Port Salut (pronounced POOR sah-LEW) has an honourable past and fascinating history. Originally named Port du Salut after the abbey of Notre Dame du Port du salut at Entrammes, it was produced in the mid 1800’s by Trappist monks, strictly for consumption at the monastery. A visit to Paris by the head of the abby in 1873 resulted in an opportunistic distribution agreement with a Parisian cheese seller. A year later sales of this disc shaped cheese were phenomenal – enough to incline the monks to register Port du Salut as a trade name to guard against imitations. It has also been said the origin of Port Salut is closely linked to the French Revolution of 1789. Escaping from the persecutions of the “Terror,” a congregation of Trappist Monks set themselves up abroad and learned how to make cheese for their very survival.

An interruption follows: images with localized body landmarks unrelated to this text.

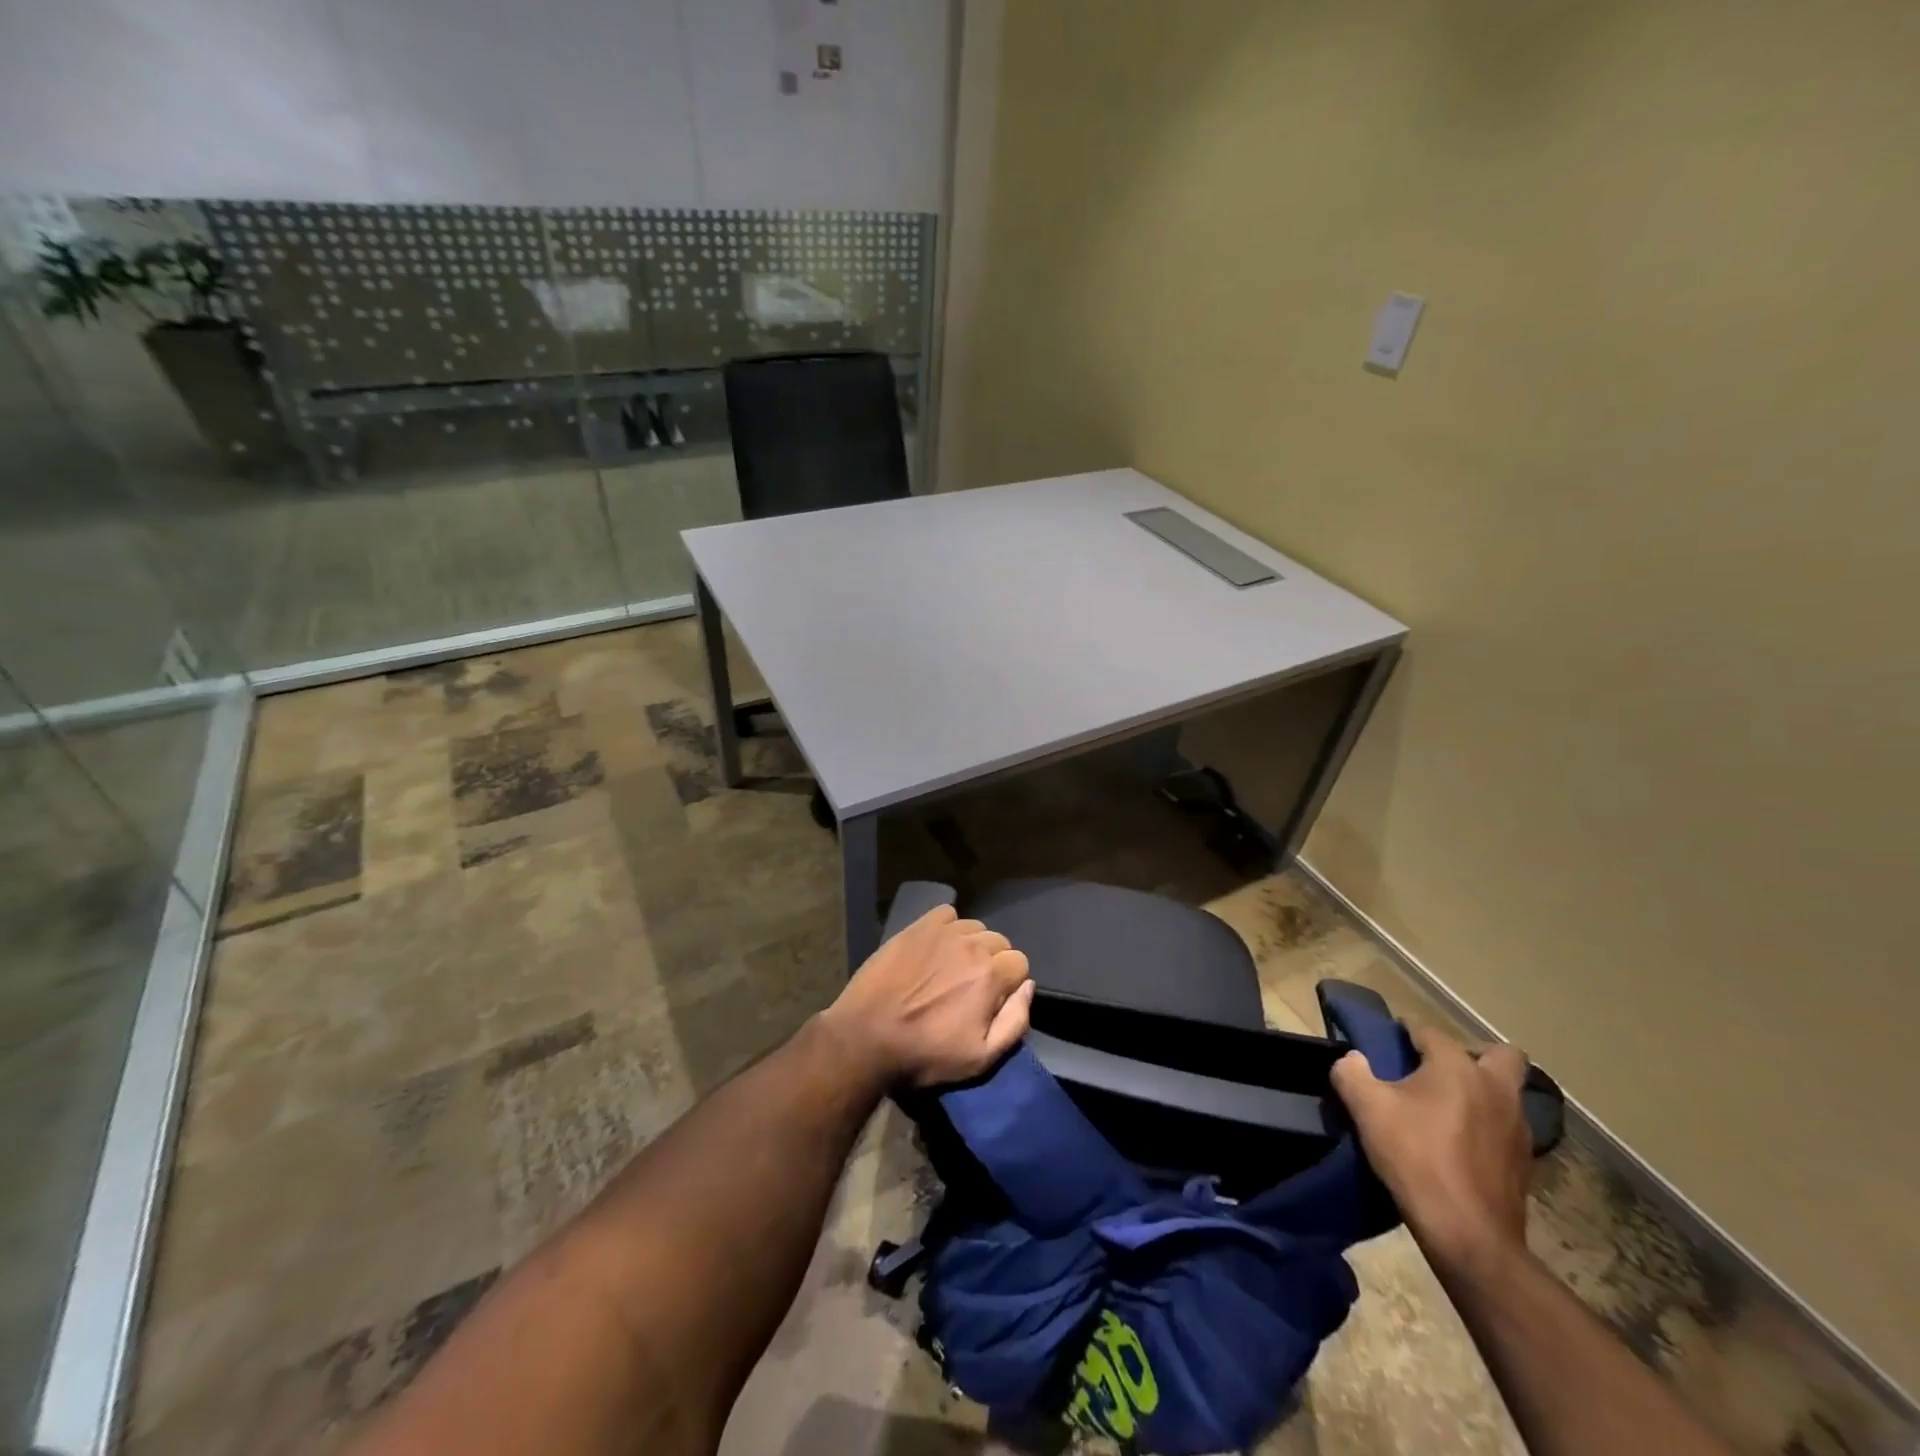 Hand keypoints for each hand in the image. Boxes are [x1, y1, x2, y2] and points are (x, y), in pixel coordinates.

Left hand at [820, 905, 1034, 1087]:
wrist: (867, 1036)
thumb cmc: (925, 1053)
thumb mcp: (980, 1057)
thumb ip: (1015, 1021)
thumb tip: (1027, 986)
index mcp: (990, 975)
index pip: (1020, 963)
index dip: (1009, 983)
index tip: (991, 1001)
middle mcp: (971, 945)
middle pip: (999, 942)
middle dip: (993, 963)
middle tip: (970, 987)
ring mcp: (943, 932)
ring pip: (975, 928)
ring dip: (971, 945)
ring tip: (951, 968)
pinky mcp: (917, 926)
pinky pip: (947, 914)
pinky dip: (948, 927)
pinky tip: (935, 948)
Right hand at [1331, 1025, 1532, 1275]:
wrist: (1468, 1234)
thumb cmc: (1415, 1158)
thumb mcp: (1366, 1108)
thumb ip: (1351, 1071)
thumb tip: (1353, 1059)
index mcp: (1457, 1067)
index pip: (1429, 1031)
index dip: (1406, 1034)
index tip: (1389, 1045)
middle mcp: (1496, 1088)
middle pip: (1500, 1054)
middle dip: (1473, 1055)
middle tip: (1439, 1072)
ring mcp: (1518, 1127)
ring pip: (1507, 1093)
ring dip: (1482, 1093)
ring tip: (1447, 1111)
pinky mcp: (1525, 1162)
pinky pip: (1507, 1127)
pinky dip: (1488, 1126)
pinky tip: (1461, 1144) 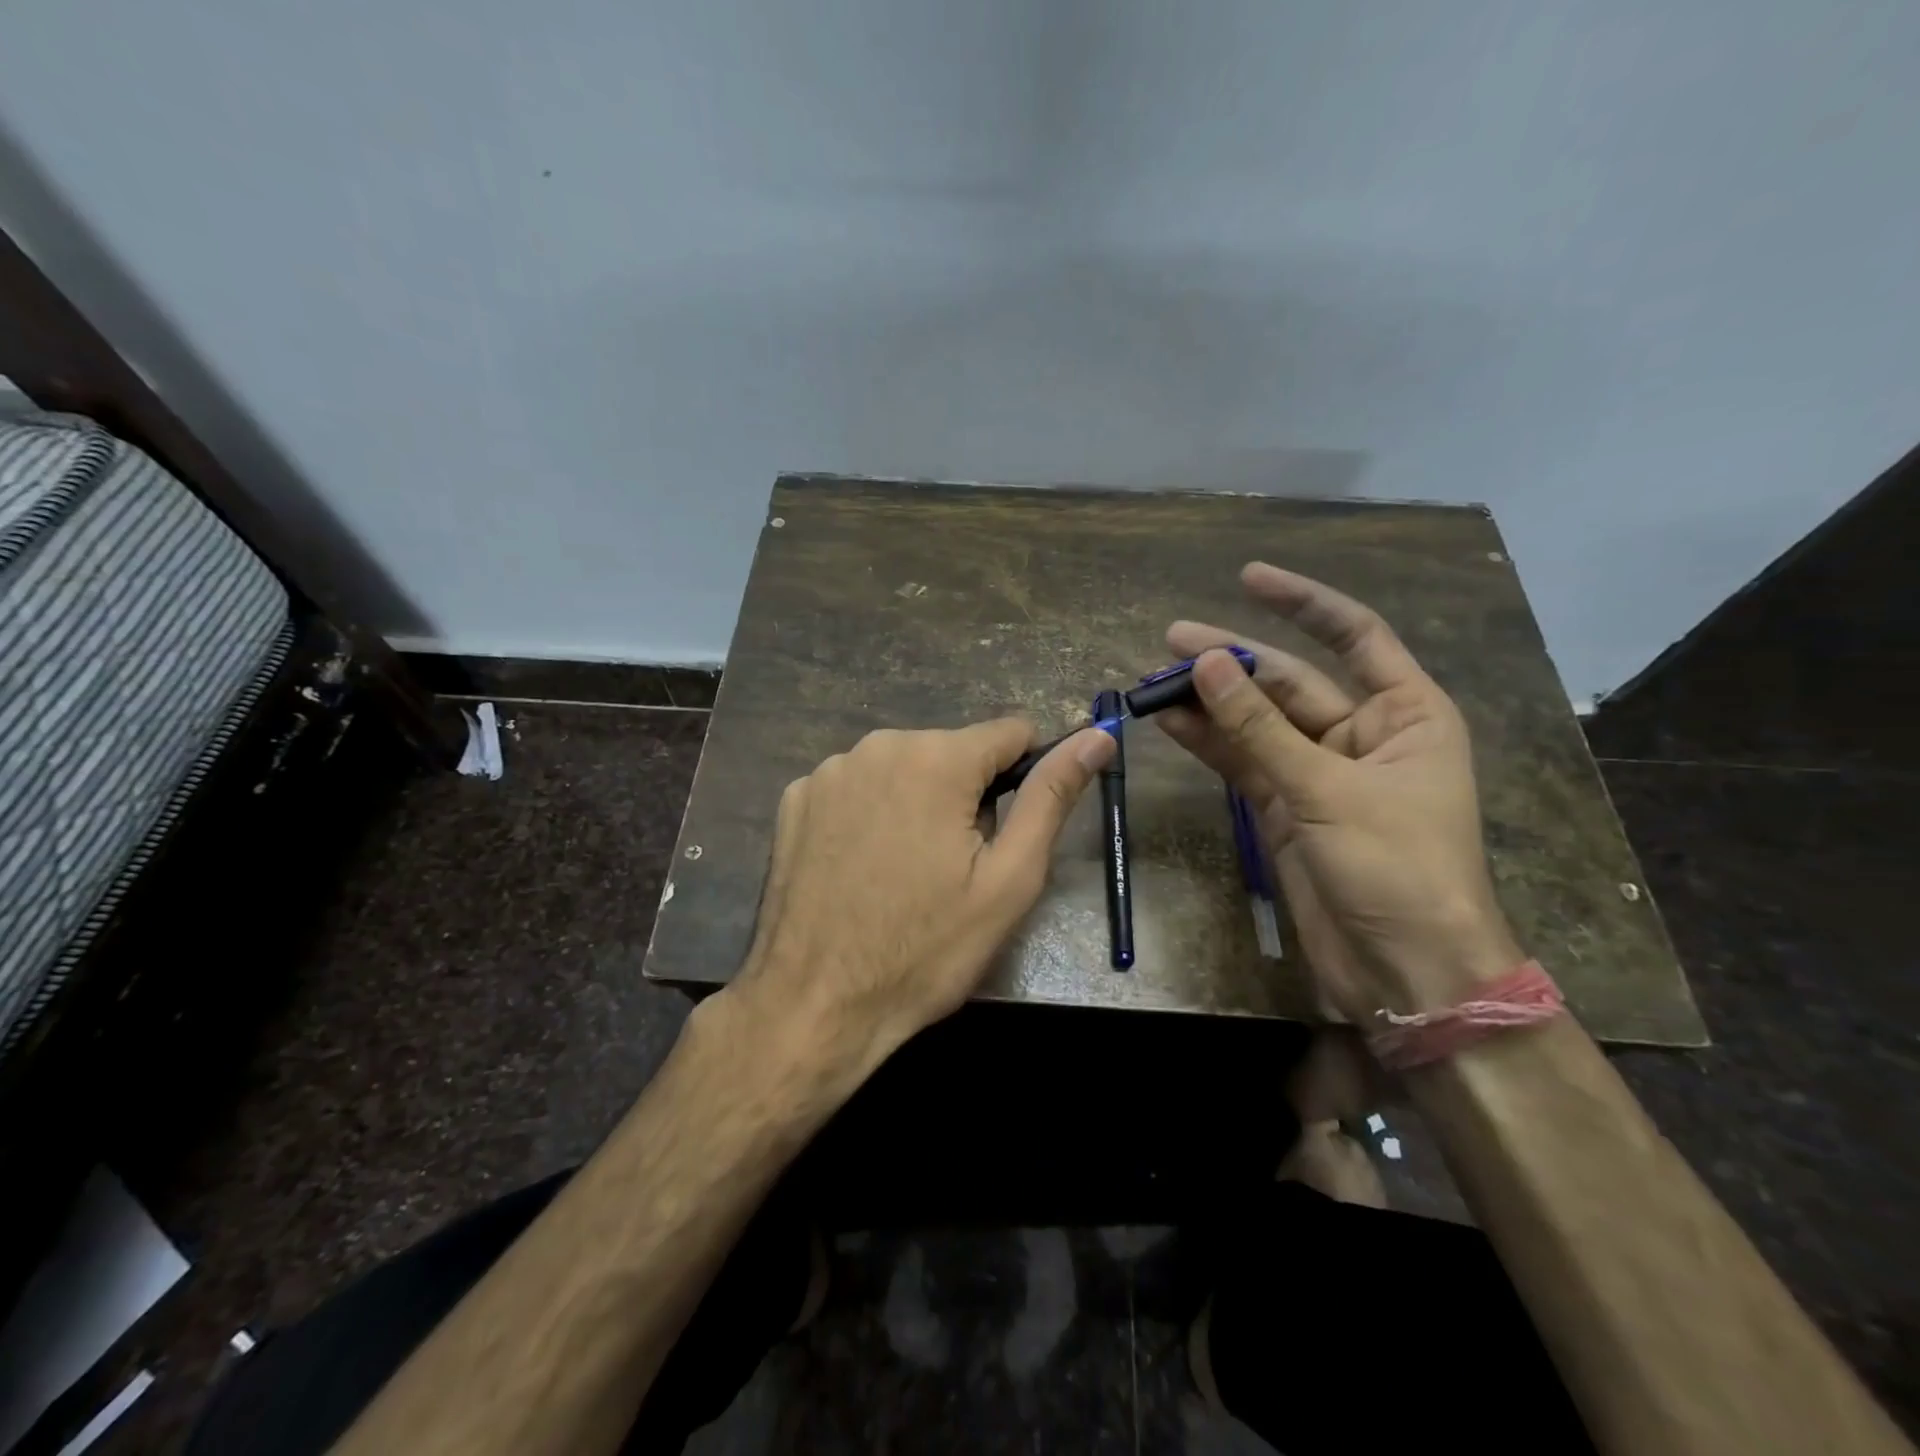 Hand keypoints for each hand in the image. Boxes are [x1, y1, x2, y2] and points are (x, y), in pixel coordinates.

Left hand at [725, 719, 1114, 1087]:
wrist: (814, 1004)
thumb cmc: (925, 949)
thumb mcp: (1008, 880)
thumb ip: (1052, 797)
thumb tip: (1096, 736)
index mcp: (936, 758)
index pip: (1010, 732)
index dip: (1025, 776)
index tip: (1012, 828)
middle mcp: (877, 745)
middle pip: (953, 752)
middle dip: (967, 796)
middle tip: (956, 867)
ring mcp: (828, 771)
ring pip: (904, 768)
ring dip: (918, 804)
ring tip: (907, 873)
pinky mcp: (795, 799)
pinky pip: (857, 788)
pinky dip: (870, 814)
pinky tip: (861, 867)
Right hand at [1159, 563, 1520, 1021]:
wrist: (1402, 970)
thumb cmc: (1397, 869)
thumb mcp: (1327, 789)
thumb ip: (1259, 728)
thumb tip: (1206, 664)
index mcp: (1406, 713)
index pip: (1354, 636)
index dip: (1303, 602)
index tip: (1248, 577)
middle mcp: (1363, 733)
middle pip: (1289, 682)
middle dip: (1232, 661)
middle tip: (1171, 640)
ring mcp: (1318, 773)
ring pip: (1256, 724)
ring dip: (1210, 703)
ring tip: (1154, 680)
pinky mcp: (1284, 808)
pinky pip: (1242, 762)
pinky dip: (1208, 743)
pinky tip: (1170, 721)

Upon returning to France in 1815 they built a new abbey and continued to their cheese production. The name later became the registered trademark of the Société Anonyme des Fermiers Réunis for Saint-Paulin which is what the SAFR stands for.
Though Port Salut has a mild flavour, it sometimes has a strong smell because it is a mature cheese. The smell increases the longer the cheese is kept — this however does not affect its flavour. It can be refrigerated and is best eaten within two weeks of opening though its fragrance can permeate your refrigerator as an incentive to consume sooner rather than later.
The rind of the cheese is slightly moist and colored, with regular traces of the plastic-covered cloth used in production. Affinage (refining) takes one month as the cheese is polished with brine, which also contributes to its rich flavour. The result is an exquisite cheese with an orange rind and pale-yellow interior. Port Salut pairs beautifully with Red & White Burgundy, American Pinot Noir, or Chardonnay wines. It’s also a perfect partner for fruit and makes any cheese board more lusciously tempting.